As its name implies, if you turn on the Create virtual tables from stored procedures option, Studio creates virtual tables for any stored procedures in the database. When the user runs a report including fields from such a virtual table, Stonefield Query automatically prompts the user for any parameters required by the stored procedure and then calls the stored procedure to retrieve the data for the virtual table.
By default, Studio uses the field description as the caption for the field. However, if your field descriptions are long, you may want to put those values in to the comments for the field instead. Turn on the Put field description into comments option to do so.
The Create subtables for multiple or self joins option will automatically create a subtable any time any self-joined table or more than one relationship between the same set of tables is discovered. You can rename the subtable if you wish. See the Creating a Subtable topic for information on subtables.
Turn on Extended logging in order to perform additional diagnostic logging in case an issue arises during refreshing.
The Name delimiters setting specifies which characters to use as delimiters around table and field names that need delimiters (for example, names with spaces in them). Specify a two-character value, with the first character being the left delimiter and the second being the right. Examples are "", meaning use double quotes, and , meaning names are delimited with square brackets.

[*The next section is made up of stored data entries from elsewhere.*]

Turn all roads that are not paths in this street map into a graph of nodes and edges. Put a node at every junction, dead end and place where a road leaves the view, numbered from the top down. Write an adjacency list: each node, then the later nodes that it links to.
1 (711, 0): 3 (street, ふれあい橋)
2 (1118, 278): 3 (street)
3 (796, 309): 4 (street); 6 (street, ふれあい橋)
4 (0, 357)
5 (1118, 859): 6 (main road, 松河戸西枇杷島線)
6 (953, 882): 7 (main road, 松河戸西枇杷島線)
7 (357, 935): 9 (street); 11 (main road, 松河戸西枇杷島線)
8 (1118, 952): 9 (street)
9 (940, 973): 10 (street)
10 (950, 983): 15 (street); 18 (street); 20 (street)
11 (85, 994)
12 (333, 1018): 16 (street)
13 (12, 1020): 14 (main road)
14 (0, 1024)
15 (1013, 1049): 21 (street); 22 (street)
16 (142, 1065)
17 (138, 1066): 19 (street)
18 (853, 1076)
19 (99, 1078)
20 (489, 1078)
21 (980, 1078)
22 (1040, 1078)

MySQL needs the reverse apostrophe: ``; in fact, if specify something other than the reverse apostrophe, you are asked whether you wish to use the reverse apostrophe instead.
Studio automatically adds delimiters to table and field names it thinks need them: names containing illegal characters such as spaces or names using keywords such as TABLE. Turn on the Add delimiters to all names setting if you want delimiters added to all names. Note that once this setting is turned on, it cannot be turned off when you add other databases to the data dictionary or refresh the database. It also affects adding tables and fields to the data dictionary manually.
Once you've filled in all the information in this dialog, click the OK button. If you turned off the Add all tables to data dictionary option, select which tables you want added in the Select Tables dialog that appears next (views are included if you turned on the Include Views option). If your database has different schemas or user names, an additional drop-down list of the available schemas or user names appears so you can see the tables in the selected one.
Stonefield Query Studio then performs the discovery process. During the process, you can press Esc or click the Cancel button in the progress dialog to cancel it at any time. If any errors occurred while trying to read the structure of the database, an error message appears informing you of this. Otherwise, the database and its tables, fields, and relationships appear in the TreeView.
After the discovery process is done, a results dialog may appear, listing any issues found during the process. Click the object name to move to that object in the TreeView. Here are the issues that may be listed:
If the database name is the same as an existing database in the data dictionary, the discovery process assigns a different name to the database (because database names in Stonefield Query have to be unique) and displays a message in the dialog. This is a logical name only and doesn't affect connecting to the physical database.
If the data type of a field could not be determined, the field is shown in the dialog. Set the data type for the field manually.
If a problem arises during metadata discovery, it's useful to look at the diagnostic logging Studio does during the process. Log information is written to Diagnostic.txt in the Data subdirectory of the Stonefield Query program folder. For detailed diagnostic information, create a file named Log.txt (it doesn't have to contain anything) in the Data folder before starting discovery.